### [Aim of the exercise]
Match the string "Binalong" against each line below, and copy every line that matches.

### [Supplied data]
========================================================================

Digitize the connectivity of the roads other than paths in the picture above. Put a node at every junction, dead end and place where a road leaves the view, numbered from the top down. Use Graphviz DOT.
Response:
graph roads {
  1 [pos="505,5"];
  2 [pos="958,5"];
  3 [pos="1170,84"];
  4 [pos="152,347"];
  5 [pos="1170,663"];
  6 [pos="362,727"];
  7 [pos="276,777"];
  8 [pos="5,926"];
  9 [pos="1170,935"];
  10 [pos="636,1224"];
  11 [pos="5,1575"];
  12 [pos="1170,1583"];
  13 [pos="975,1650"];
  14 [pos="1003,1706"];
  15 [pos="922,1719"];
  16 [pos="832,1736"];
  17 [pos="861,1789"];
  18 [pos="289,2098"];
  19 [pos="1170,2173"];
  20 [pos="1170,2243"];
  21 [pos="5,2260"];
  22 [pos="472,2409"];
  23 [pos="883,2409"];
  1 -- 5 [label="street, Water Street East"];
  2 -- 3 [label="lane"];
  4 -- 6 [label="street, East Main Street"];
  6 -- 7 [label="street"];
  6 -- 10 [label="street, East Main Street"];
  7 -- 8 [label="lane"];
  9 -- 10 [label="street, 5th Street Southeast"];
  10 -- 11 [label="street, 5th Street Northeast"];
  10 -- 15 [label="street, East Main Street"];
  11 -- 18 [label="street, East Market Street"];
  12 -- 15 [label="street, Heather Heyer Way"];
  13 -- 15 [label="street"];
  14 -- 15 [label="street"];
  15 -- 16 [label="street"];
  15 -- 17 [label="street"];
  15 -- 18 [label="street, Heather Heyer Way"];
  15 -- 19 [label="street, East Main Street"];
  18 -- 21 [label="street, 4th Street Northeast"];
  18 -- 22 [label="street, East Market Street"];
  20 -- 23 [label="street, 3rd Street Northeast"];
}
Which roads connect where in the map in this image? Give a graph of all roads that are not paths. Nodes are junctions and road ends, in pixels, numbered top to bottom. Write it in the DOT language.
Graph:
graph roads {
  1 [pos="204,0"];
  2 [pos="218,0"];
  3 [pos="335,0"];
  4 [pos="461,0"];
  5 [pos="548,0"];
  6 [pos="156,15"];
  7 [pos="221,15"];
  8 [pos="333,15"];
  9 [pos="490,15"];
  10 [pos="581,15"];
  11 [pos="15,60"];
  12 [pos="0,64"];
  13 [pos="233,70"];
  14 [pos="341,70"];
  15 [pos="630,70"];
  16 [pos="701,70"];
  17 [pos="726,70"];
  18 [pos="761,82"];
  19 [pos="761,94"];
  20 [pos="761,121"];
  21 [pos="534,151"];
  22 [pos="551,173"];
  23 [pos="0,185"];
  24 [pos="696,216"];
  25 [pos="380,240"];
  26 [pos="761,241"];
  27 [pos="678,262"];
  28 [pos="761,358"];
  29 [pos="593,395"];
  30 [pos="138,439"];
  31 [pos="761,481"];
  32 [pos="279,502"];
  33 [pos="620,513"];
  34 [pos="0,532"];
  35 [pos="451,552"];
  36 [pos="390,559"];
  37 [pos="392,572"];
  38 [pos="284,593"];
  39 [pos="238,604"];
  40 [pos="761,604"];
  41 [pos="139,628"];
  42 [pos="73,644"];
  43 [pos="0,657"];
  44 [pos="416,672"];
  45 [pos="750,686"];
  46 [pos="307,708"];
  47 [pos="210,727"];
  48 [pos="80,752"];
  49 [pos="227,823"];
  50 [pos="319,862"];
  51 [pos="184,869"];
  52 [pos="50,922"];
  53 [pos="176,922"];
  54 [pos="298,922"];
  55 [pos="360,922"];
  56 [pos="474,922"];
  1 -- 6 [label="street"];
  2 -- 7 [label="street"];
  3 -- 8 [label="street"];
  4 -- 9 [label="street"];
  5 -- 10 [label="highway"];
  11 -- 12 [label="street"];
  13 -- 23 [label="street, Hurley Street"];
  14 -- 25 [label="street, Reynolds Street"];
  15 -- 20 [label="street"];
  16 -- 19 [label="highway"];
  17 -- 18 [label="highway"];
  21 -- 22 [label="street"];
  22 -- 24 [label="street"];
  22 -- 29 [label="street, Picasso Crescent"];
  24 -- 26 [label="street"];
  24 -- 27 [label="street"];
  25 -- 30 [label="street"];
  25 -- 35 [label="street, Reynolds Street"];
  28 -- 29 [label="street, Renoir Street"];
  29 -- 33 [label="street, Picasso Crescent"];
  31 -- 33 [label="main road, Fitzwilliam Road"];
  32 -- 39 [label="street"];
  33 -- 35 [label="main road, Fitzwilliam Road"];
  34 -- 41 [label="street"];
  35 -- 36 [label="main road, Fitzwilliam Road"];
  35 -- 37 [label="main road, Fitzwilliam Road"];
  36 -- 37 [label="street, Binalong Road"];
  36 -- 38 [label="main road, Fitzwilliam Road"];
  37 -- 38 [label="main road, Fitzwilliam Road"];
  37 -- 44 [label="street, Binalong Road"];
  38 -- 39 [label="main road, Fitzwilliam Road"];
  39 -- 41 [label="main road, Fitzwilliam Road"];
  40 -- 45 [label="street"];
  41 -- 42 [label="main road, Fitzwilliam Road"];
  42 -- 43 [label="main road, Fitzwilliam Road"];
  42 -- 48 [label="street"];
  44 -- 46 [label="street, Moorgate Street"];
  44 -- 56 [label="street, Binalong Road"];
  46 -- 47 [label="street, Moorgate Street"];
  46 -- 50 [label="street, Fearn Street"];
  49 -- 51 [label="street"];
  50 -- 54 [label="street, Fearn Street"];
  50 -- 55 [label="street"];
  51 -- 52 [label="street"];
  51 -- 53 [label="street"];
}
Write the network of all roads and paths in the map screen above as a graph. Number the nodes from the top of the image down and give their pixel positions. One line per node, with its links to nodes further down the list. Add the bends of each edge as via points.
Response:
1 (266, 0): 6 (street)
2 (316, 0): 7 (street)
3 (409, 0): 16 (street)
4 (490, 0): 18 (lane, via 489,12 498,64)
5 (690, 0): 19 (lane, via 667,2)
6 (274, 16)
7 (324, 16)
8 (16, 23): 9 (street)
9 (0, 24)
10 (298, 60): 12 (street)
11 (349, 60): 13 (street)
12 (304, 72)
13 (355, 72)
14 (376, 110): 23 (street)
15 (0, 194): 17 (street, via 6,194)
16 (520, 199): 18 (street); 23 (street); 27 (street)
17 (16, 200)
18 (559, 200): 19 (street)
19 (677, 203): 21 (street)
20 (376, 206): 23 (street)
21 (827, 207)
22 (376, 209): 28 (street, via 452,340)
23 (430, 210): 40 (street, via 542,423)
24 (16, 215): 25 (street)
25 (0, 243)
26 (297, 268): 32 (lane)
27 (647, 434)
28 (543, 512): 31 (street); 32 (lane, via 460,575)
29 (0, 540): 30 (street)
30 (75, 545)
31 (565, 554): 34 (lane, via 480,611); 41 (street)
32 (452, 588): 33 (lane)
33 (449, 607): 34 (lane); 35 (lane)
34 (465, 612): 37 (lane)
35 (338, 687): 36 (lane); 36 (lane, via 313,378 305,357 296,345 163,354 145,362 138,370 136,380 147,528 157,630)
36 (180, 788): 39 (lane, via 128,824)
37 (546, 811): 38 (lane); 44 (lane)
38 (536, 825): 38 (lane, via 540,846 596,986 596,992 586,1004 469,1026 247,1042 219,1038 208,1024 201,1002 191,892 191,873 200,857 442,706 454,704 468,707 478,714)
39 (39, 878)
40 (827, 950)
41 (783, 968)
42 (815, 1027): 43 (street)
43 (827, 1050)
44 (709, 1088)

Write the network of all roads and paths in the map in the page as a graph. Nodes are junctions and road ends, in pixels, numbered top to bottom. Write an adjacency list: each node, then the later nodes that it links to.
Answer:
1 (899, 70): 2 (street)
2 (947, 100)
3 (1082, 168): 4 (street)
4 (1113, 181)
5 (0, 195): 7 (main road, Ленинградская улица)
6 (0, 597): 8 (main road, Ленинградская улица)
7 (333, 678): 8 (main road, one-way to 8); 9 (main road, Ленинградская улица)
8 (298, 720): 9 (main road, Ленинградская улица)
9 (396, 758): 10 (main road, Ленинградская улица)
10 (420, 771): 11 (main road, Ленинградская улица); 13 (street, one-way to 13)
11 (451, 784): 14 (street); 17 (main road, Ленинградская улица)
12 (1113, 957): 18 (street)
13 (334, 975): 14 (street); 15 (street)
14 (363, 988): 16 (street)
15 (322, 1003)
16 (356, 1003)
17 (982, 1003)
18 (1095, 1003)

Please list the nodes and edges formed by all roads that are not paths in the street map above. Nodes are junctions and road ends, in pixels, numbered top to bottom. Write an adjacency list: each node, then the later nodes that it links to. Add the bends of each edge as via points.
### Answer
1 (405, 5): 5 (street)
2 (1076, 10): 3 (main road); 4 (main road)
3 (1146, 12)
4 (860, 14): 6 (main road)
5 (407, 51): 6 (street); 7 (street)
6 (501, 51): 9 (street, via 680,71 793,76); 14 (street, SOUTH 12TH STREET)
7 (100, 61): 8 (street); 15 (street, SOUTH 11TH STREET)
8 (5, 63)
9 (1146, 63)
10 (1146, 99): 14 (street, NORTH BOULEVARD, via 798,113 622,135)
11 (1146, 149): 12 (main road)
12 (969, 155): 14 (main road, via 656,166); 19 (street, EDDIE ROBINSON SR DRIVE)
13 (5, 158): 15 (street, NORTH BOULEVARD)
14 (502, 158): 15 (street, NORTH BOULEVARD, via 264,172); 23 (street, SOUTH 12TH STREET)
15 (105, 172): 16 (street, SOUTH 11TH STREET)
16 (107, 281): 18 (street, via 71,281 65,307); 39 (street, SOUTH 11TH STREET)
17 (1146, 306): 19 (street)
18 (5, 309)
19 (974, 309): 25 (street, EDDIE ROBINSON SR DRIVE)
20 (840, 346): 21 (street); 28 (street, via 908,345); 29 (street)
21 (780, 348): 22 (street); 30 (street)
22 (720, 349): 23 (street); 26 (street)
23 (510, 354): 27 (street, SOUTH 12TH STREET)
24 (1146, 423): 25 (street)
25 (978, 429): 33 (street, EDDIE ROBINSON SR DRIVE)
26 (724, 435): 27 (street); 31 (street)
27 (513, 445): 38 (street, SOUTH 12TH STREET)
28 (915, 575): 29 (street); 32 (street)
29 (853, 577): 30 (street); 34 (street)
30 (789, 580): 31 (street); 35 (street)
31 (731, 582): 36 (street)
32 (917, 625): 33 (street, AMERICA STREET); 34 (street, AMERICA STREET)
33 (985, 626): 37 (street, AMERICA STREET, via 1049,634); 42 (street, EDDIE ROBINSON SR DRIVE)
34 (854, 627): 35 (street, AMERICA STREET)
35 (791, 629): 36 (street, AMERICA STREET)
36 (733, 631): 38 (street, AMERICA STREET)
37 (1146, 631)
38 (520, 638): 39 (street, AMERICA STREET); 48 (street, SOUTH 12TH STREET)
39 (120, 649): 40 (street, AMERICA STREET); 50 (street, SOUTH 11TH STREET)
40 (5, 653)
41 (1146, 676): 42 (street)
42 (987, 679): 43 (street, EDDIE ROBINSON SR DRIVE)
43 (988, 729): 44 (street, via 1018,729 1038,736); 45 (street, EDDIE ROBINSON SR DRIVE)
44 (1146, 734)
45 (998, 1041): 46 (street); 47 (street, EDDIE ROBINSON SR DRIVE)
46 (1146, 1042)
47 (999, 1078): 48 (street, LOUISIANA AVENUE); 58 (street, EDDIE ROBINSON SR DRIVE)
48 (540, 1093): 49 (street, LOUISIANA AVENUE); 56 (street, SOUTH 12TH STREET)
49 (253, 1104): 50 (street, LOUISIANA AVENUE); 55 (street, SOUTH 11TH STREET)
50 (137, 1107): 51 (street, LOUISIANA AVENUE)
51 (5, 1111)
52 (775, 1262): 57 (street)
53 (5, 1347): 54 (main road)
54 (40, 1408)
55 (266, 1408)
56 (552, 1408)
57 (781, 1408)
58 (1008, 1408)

========================================================================

### [Response below]
  36 -- 37 [label="street, Binalong Road"];
  37 -- 44 [label="street, Binalong Road"];
  44 -- 56 [label="street, Binalong Road"];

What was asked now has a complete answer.